Você tem publicado ótimos vídeos nas mídias sociais, passando seu conhecimento e experiência; ser treinador é o que pretende fazer após parar com o triathlon profissional?
É algo que já faço, mas ainda sem dar total foco a isso, tanto que nem quero ter muitos alunos por agora. Por enquanto o caminho são as mídias, com vídeos e conteúdos on-line, onde posso passar todo meu conhecimento e expertise de como chegar a estar na 1ª colocação.

Que dicas pode dar para um jovem que pretende ser profissional do triathlon e, quem sabe, como você, se tornar um atleta olímpico?

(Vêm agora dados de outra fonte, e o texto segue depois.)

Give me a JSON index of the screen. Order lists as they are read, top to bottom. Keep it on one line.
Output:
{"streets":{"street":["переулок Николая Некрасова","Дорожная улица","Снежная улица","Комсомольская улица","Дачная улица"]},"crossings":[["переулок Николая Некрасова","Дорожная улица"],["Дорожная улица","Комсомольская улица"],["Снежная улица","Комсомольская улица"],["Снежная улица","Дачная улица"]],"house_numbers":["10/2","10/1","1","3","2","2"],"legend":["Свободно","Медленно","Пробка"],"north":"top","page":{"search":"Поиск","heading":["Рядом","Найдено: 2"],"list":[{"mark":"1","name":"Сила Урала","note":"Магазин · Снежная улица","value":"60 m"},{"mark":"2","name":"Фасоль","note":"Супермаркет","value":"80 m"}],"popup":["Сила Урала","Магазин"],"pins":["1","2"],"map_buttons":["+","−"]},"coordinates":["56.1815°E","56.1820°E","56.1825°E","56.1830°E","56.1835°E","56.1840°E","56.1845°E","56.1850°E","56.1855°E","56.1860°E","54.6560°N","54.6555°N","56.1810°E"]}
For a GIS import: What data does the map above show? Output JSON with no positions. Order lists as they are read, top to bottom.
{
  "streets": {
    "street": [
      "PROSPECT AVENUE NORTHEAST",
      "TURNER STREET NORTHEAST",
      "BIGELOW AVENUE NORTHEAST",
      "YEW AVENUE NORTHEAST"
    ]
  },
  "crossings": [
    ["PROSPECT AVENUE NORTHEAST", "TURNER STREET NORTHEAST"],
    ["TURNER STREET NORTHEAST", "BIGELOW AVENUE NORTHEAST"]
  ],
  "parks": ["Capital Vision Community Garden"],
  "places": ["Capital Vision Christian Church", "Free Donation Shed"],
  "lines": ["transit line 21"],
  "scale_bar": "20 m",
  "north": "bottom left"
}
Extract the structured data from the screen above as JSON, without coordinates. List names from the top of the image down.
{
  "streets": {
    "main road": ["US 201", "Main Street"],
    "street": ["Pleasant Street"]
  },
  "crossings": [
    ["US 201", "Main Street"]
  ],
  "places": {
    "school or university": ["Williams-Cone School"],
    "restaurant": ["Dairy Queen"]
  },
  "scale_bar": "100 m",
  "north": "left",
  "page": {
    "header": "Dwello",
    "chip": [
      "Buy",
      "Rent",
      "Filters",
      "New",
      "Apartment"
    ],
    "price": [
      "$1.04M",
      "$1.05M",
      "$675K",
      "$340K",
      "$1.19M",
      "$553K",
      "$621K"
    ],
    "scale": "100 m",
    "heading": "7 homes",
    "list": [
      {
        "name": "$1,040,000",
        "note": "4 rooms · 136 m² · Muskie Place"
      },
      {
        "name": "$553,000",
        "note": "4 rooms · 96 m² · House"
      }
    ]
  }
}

Vá em frente. É gostoso! Não é lucrativo financeiramente, mas tudo que vivenciei com o esporte até hoje é bem expressivo. Tenho 37 anos e já visitei 34 países e isso é bem legal. Toda a bagagem adquirida vai ser muito útil em tudo que fizer na vida. O esporte te obriga a sair da zona de conforto para ter um êxito, e isso é bem interessante, pois te faz ser melhor como pessoa.

BIO
Nome: Diogo Sclebin
Idade: 37 anos
Cidade onde nasceu: RJ
Cidade onde vive: Nova Lima MG
Tempo de triathlon: 20 anos (desde fev/2000)
Altura: 1,90m
Peso: 81kg
Roupa de borracha: zone3
Óculos de natação: Decathlon
Bike: SENSE Vortex
Capacete: Garneau
Sapatilha: Shimano
Tênis de corrida treino: Asics Pulse
Tênis de corrida competição: Asics hyper tri
Óculos de sol: HB
Equipe/Treinador: Lauter Nogueira
Patrocínio: Sense, Micci Criativa, FAB.